▶ [Exercise goal] List every line in this data where the string "EAST" occurs.

▶ [Records for the exercise]
--*--
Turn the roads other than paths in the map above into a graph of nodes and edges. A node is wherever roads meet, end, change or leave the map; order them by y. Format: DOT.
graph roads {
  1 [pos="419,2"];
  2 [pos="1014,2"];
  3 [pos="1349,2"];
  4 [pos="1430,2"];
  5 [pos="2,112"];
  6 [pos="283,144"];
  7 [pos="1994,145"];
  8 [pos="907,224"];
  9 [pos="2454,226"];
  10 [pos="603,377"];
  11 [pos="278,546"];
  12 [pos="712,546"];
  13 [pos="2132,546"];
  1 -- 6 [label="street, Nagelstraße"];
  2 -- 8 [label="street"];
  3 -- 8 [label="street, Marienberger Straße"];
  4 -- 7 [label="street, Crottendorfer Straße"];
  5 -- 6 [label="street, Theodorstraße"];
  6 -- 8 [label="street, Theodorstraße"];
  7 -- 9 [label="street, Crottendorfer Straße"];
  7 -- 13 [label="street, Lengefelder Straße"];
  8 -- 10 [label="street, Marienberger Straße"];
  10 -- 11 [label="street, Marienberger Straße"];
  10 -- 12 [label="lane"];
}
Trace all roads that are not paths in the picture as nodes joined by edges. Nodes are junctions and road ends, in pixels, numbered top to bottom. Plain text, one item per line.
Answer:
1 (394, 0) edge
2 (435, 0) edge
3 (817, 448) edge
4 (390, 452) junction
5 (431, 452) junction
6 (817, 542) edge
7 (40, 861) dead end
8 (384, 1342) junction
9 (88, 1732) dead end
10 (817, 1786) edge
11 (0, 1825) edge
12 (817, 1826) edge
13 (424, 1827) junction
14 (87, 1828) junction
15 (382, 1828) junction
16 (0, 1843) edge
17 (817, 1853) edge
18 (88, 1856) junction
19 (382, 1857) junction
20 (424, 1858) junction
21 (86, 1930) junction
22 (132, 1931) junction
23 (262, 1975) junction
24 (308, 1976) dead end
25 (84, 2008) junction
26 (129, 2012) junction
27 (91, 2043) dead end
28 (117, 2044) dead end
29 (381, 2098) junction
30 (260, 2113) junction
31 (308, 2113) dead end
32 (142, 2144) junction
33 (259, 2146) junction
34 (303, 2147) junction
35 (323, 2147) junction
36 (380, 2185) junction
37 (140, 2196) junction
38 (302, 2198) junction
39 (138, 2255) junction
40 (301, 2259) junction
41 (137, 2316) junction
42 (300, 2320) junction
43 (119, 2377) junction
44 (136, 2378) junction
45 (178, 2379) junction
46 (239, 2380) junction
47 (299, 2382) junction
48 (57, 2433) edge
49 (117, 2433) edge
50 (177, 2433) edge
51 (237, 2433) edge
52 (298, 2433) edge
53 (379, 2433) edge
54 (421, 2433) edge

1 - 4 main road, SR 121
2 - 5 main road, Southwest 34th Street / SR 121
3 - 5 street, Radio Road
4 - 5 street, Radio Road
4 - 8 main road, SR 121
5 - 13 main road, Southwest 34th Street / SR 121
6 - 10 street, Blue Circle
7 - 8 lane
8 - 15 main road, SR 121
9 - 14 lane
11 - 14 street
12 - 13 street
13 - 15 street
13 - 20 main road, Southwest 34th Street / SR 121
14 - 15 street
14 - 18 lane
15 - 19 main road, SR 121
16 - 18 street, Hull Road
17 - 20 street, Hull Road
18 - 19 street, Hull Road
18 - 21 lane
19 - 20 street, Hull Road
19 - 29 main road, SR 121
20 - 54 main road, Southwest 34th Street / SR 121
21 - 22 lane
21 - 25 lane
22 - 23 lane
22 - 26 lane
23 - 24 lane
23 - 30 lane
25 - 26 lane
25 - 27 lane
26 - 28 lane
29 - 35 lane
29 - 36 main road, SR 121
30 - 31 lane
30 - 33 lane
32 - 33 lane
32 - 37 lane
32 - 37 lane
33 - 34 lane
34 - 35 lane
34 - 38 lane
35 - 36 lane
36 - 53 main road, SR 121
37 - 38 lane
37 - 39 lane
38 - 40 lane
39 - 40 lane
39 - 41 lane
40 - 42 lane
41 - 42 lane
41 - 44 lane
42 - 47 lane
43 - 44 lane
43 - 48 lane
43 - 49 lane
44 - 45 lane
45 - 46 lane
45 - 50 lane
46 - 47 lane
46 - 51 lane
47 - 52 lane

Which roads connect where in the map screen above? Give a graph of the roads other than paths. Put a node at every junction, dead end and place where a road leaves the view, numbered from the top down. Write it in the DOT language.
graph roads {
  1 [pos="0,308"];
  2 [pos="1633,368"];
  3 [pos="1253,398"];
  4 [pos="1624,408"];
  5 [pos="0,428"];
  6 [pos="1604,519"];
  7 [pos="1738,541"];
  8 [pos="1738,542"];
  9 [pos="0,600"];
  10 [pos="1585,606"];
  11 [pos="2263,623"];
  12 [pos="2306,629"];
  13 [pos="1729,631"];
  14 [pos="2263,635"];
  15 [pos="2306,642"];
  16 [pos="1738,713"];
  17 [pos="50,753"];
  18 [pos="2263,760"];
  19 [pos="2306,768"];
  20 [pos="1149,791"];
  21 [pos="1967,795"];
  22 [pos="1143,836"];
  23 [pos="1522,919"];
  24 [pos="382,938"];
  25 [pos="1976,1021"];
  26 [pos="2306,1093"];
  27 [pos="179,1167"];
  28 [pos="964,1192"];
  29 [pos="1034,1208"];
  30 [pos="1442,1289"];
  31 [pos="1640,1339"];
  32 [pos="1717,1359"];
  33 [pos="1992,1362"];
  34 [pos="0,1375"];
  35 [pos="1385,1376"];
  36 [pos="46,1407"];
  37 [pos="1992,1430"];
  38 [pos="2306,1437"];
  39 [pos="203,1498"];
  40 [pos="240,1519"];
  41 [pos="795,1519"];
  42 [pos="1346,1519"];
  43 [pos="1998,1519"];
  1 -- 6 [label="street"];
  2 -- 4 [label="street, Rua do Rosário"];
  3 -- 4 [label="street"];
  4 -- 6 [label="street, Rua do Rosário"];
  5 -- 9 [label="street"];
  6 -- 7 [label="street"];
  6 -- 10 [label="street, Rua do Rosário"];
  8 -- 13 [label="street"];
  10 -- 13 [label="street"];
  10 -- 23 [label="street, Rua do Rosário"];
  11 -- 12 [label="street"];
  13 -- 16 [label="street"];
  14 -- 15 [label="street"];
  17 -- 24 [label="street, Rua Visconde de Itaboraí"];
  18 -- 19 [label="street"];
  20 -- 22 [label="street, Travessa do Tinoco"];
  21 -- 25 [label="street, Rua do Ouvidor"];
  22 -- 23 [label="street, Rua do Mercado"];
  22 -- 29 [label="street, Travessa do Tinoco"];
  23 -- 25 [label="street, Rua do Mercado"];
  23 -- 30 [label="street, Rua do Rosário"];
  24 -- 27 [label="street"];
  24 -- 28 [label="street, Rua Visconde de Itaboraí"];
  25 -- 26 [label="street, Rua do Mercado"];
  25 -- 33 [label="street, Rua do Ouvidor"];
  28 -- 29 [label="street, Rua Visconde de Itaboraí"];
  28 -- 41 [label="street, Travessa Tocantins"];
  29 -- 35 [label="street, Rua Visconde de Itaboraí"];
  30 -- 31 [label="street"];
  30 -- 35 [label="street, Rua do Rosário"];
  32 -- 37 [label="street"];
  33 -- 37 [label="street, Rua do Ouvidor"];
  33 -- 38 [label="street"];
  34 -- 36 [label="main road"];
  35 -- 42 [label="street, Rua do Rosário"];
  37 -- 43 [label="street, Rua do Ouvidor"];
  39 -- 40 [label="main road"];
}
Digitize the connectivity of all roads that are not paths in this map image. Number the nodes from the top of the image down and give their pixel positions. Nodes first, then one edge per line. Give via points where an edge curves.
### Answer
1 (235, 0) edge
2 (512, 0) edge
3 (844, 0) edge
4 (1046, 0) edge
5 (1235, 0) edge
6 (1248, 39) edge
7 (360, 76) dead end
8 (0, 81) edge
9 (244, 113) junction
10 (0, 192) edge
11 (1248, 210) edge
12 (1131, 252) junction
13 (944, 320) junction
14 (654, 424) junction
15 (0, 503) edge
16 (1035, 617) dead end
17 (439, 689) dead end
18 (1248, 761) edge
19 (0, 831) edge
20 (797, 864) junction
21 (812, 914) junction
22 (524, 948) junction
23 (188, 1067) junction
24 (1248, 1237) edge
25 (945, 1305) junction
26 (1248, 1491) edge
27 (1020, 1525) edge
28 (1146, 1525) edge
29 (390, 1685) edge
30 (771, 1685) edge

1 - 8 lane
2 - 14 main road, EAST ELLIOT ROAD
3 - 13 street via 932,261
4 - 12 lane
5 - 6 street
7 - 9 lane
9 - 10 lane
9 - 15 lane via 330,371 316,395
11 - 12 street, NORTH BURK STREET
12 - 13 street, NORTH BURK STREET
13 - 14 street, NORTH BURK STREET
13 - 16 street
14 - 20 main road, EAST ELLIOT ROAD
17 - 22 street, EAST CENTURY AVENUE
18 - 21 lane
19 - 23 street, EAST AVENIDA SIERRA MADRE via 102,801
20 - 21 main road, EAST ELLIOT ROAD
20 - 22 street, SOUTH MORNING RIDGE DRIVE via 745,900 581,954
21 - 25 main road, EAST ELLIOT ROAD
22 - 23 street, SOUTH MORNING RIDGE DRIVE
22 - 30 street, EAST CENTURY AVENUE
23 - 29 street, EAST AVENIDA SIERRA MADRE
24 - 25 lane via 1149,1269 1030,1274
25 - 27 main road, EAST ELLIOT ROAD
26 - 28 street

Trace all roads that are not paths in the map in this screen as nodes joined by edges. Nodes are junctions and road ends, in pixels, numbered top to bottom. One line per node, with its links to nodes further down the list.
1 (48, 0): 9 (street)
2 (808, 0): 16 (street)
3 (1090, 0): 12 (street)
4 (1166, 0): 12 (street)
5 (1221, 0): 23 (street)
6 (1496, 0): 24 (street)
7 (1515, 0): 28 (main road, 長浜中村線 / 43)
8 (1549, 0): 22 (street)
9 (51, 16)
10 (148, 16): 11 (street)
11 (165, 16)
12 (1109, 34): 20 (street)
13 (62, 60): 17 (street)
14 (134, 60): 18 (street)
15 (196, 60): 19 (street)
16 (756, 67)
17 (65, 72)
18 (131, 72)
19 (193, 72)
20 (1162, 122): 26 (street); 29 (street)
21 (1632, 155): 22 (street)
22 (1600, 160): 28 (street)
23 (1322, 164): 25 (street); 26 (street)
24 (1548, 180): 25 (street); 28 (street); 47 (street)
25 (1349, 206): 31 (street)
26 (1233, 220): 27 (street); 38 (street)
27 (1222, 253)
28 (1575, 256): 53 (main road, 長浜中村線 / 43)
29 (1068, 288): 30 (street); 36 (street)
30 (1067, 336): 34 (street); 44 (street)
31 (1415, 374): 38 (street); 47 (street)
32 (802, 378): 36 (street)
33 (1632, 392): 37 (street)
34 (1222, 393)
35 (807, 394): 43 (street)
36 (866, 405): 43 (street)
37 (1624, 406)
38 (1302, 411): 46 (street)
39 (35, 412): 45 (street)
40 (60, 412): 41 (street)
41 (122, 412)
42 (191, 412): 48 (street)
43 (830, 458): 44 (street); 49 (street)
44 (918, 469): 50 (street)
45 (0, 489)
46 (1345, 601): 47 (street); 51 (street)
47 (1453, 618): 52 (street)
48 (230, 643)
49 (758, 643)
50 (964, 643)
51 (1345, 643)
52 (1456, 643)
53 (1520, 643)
--*--
▶ [Answer for the task]
2 - 14 main road, EAST ELLIOT ROAD
14 - 20 main road, EAST ELLIOT ROAD
17 - 22 street, EAST CENTURY AVENUE
19 - 23 street, EAST AVENIDA SIERRA MADRE via 102,801
20 - 21 main road, EAST ELLIOT ROAD
21 - 25 main road, EAST ELLIOT ROAD
22 - 30 street, EAST CENTURY AVENUE
23 - 29 street, EAST AVENIDA SIERRA MADRE
25 - 27 main road, EAST ELLIOT ROAD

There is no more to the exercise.